The Procrastination-Energy-Time Continuum

Procrastination-Energy-Time Continuum Here’s a rambling story about my Sunday that culminates in mysterious diagram I’ll call Productivity Time and Space. It sprang from a note I scribbled down early: “as one approaches a task near the do-ability event horizon, resistance-over-time increases exponentially”. Or something…I wouldn’t take it too seriously :)

The Lost Morning

I was trying to get out of bed, and I kept falling asleep. One reason is I haven’t slept in a bed for months, and I think the novelty of plush comfort conspired with low blood sugar to entrap me well past noon. As I walked to the bathroom, a handful of possible projects for the day flitted across my mindscape, distracting me with the beauty of possibility. And before the urge to act on them could ripen fully into action, they fled too far away to catch without effort on my part. I automatically consoled myself with knowing thoughts of what might have been more difficult to act on; many beautiful ideas are ultimately pointless in the long run, right?

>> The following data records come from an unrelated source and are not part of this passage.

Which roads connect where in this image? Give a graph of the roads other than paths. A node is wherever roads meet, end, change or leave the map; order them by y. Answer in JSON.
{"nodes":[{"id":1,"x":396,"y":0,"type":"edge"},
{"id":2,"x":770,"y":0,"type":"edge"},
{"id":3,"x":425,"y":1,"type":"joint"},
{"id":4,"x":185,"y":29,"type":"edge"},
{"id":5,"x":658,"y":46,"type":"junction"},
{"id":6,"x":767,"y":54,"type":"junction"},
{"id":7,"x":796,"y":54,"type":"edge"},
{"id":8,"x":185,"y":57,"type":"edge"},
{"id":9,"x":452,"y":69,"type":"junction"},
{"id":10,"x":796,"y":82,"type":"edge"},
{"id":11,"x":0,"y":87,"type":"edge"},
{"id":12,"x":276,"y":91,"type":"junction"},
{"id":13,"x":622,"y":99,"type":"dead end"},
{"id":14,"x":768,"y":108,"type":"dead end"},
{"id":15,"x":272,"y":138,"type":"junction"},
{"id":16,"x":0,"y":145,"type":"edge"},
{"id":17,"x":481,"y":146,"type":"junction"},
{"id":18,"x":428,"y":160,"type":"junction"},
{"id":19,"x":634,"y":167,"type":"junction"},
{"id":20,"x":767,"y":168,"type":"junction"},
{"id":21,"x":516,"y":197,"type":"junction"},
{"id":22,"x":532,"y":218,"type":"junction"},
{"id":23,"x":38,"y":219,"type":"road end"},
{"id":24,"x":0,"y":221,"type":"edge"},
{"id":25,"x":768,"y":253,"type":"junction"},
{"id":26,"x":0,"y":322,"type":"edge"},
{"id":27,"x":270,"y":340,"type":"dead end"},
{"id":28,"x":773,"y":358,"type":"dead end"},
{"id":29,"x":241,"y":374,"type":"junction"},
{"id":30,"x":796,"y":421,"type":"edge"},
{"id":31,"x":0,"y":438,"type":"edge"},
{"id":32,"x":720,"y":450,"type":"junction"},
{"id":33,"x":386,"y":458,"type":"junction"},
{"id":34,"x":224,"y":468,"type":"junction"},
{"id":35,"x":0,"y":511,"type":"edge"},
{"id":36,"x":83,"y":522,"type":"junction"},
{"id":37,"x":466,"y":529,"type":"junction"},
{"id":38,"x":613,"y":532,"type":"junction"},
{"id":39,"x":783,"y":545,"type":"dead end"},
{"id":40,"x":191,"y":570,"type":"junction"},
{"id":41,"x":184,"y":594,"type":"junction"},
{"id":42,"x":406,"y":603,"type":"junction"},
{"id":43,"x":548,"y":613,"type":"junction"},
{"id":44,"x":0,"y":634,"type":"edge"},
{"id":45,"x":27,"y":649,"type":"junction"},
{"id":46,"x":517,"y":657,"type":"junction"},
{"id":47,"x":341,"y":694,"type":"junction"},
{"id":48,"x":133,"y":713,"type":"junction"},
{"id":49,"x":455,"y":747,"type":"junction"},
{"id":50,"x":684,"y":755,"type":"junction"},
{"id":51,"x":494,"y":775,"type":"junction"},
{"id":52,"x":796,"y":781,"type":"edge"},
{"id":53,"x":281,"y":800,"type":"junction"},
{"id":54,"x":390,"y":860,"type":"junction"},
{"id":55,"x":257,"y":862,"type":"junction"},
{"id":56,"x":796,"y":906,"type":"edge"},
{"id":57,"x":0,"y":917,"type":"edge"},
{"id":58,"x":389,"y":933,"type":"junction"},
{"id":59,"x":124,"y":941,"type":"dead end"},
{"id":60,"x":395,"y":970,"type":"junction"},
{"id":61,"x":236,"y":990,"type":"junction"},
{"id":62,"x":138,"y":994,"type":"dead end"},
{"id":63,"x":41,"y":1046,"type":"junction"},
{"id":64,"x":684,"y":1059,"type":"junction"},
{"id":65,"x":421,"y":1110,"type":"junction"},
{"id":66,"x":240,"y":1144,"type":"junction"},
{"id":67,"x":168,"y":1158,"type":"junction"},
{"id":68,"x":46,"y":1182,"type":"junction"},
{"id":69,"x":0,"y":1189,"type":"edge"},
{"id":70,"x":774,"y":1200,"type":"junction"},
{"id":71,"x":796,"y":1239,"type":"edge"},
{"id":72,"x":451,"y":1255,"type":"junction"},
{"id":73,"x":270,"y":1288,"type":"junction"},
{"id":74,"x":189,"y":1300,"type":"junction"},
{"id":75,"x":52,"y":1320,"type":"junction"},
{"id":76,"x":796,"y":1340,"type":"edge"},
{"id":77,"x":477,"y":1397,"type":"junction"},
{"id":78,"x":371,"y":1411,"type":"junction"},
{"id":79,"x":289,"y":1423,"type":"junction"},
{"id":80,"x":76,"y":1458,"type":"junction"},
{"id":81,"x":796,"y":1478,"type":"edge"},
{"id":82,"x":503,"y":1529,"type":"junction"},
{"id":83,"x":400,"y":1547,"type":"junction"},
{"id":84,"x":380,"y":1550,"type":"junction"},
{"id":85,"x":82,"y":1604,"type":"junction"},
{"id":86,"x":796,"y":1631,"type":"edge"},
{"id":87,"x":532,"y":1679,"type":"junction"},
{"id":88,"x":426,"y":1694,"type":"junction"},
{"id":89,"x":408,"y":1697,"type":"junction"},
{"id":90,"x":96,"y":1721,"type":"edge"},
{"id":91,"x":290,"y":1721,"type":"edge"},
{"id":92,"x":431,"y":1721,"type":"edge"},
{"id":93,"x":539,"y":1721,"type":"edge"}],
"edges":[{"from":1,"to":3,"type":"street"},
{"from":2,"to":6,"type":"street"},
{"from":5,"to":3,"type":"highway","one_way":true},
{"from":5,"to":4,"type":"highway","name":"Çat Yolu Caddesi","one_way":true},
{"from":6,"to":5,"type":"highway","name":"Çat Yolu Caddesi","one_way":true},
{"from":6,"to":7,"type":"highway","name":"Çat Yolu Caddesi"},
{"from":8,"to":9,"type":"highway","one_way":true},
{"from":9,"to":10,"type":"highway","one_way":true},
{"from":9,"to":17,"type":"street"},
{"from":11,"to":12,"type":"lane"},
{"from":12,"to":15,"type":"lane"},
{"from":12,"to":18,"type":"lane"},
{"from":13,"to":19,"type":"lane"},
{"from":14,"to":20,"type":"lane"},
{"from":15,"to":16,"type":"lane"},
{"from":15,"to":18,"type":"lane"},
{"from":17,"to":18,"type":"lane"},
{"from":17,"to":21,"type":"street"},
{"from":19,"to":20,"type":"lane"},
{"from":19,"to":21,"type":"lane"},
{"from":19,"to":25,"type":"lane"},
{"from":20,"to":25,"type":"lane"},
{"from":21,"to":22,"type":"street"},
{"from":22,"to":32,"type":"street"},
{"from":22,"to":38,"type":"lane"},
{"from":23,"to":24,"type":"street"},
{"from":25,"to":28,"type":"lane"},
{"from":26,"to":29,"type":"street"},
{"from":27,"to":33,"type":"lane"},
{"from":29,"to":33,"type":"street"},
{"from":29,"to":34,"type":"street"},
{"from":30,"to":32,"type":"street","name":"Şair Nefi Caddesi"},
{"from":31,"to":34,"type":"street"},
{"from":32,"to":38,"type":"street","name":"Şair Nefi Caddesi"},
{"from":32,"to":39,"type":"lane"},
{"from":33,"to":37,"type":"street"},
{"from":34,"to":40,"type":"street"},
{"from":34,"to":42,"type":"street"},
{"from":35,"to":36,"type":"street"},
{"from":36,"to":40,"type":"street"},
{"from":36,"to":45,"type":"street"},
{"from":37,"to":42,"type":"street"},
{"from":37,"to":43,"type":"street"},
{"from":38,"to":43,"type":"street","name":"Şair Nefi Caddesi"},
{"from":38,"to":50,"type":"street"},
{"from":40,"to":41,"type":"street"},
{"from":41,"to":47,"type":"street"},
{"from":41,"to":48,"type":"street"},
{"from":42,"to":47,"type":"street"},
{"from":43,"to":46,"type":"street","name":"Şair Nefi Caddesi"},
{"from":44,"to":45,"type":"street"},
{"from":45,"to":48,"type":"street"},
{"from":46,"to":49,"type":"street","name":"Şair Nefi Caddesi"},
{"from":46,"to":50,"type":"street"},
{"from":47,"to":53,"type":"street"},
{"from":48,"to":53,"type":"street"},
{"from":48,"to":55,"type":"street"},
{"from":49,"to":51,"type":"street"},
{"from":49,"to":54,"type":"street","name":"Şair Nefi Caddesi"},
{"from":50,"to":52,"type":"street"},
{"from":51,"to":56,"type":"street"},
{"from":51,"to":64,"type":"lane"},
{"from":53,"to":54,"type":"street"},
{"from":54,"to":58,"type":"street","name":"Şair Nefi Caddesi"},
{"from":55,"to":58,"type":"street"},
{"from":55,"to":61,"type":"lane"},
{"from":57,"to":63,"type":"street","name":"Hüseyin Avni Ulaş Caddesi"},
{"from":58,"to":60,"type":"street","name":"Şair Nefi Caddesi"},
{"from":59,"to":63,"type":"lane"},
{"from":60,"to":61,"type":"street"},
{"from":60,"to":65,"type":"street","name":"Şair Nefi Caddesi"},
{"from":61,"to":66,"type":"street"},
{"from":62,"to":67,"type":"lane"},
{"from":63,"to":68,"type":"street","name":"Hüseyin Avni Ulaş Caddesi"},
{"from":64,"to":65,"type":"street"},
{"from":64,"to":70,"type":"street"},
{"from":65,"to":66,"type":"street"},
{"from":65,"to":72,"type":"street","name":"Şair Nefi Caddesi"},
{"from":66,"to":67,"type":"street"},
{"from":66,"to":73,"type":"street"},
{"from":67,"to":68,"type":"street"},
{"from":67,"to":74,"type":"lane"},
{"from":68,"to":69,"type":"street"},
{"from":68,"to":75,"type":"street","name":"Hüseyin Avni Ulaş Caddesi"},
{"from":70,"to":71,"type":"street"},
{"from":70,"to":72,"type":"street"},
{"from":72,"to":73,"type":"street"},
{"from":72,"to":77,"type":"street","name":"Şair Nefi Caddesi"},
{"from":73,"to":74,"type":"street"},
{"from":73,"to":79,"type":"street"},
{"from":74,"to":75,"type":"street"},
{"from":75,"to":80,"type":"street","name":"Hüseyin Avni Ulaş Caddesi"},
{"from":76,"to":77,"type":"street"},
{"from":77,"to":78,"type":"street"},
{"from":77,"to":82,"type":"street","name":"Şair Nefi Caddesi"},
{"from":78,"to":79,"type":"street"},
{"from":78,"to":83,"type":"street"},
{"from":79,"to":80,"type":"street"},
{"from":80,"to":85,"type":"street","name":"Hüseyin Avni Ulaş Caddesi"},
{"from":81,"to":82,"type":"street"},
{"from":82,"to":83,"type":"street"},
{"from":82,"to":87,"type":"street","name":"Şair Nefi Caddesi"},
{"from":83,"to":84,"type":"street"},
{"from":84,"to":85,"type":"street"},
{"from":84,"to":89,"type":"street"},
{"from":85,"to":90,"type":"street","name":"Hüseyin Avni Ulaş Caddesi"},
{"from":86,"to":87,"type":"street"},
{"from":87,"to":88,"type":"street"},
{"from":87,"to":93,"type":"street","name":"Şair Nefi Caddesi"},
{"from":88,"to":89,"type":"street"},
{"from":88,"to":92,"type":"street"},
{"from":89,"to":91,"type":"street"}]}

Of course, I was lying to myself. But I had to go to the bathroom.

After my shower, I went downstairs. In the span of the next 15 seconds, I noted that the house had already begun to get a little unkempt after Dad and his foster son had left. The floor needed vacuuming. The side table was piled high with clutter. Even the dining room table, which had been miraculously clean for two weeks, had started to develop a rich layer of junk mail and unwashed cups. I was pleased to see the new dining room chairs, though this reminded me I had to get the old chairs out of the basement and delivered to my friend Diane, who would hopefully upcycle them into something cool and offset my carbon footprint. I was now up to seven possible things to do.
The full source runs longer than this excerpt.